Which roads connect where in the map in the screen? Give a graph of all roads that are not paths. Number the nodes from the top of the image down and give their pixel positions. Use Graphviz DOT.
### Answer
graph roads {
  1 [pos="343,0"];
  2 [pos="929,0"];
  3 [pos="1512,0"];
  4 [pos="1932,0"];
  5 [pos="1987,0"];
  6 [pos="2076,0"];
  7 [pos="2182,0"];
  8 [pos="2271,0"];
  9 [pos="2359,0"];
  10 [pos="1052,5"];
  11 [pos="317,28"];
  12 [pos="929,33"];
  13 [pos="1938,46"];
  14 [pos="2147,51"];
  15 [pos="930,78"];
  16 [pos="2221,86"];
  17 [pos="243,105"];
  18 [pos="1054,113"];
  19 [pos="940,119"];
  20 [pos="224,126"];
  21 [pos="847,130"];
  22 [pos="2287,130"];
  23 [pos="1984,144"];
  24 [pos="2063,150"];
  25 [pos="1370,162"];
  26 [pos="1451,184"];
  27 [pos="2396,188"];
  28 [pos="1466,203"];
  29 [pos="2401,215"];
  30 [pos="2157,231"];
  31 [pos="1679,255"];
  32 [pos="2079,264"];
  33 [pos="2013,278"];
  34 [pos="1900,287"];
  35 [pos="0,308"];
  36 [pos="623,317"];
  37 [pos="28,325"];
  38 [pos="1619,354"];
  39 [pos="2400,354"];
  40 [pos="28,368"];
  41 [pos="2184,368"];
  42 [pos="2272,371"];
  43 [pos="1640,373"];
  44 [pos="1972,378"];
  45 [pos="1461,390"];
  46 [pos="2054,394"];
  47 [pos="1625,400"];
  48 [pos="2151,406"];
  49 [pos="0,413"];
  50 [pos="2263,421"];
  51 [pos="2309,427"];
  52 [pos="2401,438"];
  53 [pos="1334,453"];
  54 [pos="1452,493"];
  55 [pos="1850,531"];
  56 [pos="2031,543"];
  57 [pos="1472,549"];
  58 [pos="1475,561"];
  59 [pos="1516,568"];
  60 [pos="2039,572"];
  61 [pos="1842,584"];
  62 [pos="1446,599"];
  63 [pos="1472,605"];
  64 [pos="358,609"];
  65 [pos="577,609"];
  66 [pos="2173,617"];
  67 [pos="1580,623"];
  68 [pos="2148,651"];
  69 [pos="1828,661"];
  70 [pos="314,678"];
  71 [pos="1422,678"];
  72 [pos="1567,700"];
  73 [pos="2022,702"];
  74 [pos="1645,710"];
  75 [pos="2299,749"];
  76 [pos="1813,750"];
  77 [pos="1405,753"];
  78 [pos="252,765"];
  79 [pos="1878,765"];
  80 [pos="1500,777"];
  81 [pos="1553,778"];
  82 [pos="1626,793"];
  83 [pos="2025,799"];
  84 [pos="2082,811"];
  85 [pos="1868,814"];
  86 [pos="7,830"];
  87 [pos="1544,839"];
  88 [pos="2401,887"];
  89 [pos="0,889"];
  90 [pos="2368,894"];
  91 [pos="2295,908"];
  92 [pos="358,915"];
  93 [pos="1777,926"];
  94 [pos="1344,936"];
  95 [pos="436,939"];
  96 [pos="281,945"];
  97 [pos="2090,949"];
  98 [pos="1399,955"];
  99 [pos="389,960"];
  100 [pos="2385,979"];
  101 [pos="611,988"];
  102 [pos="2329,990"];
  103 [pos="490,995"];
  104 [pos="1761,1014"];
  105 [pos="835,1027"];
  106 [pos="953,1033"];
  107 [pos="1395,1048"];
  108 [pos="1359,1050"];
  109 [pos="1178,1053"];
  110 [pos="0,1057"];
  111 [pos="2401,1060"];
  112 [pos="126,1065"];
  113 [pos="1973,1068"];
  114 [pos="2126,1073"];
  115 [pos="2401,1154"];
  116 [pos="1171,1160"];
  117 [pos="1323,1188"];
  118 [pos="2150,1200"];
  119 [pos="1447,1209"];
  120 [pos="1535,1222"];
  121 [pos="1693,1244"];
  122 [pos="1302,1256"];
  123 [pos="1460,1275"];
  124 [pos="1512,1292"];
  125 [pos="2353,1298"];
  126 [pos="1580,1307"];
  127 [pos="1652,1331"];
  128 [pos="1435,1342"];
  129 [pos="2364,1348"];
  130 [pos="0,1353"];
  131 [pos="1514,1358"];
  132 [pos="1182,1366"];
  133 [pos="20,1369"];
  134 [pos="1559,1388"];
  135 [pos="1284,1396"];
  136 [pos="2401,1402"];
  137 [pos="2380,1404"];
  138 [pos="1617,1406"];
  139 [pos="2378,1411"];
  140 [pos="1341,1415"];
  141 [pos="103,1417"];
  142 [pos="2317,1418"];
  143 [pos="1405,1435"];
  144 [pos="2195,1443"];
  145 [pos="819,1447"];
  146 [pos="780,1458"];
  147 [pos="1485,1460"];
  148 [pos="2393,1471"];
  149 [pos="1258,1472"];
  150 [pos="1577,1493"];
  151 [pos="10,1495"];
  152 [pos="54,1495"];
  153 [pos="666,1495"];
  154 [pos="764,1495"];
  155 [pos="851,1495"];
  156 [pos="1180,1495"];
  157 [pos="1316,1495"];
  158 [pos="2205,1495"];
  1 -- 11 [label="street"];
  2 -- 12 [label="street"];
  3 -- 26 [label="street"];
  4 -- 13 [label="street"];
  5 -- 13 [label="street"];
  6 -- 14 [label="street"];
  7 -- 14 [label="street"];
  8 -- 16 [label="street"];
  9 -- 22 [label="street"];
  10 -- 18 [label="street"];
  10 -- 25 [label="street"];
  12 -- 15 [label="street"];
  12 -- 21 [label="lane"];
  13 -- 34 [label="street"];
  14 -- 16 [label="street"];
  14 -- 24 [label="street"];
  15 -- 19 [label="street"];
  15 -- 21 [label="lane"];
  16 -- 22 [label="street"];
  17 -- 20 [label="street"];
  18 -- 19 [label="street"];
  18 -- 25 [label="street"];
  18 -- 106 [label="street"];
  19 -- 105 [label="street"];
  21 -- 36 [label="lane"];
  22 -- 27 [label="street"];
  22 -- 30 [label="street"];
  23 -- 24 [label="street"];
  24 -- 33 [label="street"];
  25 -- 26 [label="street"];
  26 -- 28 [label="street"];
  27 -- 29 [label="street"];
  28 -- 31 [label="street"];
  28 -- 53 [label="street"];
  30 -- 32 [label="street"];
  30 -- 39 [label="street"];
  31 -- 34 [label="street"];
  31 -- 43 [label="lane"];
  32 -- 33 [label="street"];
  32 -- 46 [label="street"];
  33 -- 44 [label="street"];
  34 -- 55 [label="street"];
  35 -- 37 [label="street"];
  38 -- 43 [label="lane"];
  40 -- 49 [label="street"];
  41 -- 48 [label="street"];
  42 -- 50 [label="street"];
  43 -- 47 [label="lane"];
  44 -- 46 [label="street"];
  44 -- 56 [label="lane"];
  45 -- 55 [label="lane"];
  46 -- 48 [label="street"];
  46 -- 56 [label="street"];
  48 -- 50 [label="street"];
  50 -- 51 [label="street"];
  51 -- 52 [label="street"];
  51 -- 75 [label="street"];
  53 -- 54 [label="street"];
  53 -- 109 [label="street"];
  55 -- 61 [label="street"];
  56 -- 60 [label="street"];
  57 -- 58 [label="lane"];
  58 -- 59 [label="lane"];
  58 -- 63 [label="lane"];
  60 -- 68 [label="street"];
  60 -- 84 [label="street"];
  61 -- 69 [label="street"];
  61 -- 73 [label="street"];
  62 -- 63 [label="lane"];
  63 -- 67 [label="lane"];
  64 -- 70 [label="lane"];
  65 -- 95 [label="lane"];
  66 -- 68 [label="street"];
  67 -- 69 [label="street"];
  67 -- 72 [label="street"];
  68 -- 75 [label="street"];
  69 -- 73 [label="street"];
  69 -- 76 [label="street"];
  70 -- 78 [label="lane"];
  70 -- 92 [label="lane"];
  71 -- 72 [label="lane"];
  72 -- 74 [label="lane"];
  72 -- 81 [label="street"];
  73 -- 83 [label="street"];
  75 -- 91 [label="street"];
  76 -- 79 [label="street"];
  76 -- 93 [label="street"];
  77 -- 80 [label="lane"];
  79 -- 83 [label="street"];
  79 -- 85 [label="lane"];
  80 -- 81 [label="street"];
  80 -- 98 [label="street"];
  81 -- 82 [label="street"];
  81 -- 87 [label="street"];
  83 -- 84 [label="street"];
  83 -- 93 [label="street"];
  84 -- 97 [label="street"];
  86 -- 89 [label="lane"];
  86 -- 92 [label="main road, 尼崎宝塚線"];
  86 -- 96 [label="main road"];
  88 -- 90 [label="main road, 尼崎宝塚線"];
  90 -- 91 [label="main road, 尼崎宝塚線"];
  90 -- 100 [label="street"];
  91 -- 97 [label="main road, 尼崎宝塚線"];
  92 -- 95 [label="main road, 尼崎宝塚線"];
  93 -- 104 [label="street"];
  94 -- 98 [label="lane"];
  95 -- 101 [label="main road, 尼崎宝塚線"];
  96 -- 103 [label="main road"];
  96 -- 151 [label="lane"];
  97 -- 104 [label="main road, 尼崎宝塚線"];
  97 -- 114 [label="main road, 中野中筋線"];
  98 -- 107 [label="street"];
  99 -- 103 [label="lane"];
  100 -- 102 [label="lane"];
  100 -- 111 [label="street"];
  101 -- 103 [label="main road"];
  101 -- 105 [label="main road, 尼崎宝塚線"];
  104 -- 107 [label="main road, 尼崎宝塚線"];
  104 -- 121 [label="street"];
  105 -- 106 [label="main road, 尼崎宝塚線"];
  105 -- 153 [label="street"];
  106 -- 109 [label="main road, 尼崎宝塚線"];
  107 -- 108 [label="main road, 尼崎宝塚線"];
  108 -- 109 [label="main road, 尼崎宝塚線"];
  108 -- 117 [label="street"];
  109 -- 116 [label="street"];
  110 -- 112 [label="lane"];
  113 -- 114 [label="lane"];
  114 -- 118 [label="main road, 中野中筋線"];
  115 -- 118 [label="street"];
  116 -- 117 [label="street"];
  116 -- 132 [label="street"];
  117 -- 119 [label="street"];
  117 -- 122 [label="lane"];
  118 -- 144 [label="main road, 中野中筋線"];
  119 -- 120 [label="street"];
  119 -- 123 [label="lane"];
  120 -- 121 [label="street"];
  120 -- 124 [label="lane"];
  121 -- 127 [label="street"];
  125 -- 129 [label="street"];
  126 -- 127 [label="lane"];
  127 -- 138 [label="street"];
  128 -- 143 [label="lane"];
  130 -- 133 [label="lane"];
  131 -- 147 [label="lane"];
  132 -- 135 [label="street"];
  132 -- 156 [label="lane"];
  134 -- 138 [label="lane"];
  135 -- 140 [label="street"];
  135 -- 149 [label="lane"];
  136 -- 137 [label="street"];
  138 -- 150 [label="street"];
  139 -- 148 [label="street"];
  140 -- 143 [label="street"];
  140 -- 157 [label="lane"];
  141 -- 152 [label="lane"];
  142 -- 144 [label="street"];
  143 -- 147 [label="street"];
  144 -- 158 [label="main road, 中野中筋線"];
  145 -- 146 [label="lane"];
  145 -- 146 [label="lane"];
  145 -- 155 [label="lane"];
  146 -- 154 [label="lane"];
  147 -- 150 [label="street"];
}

==========

### Directions
A single number is the reply: the count of lines in the entries above that have the word "graph".

### Answer space
2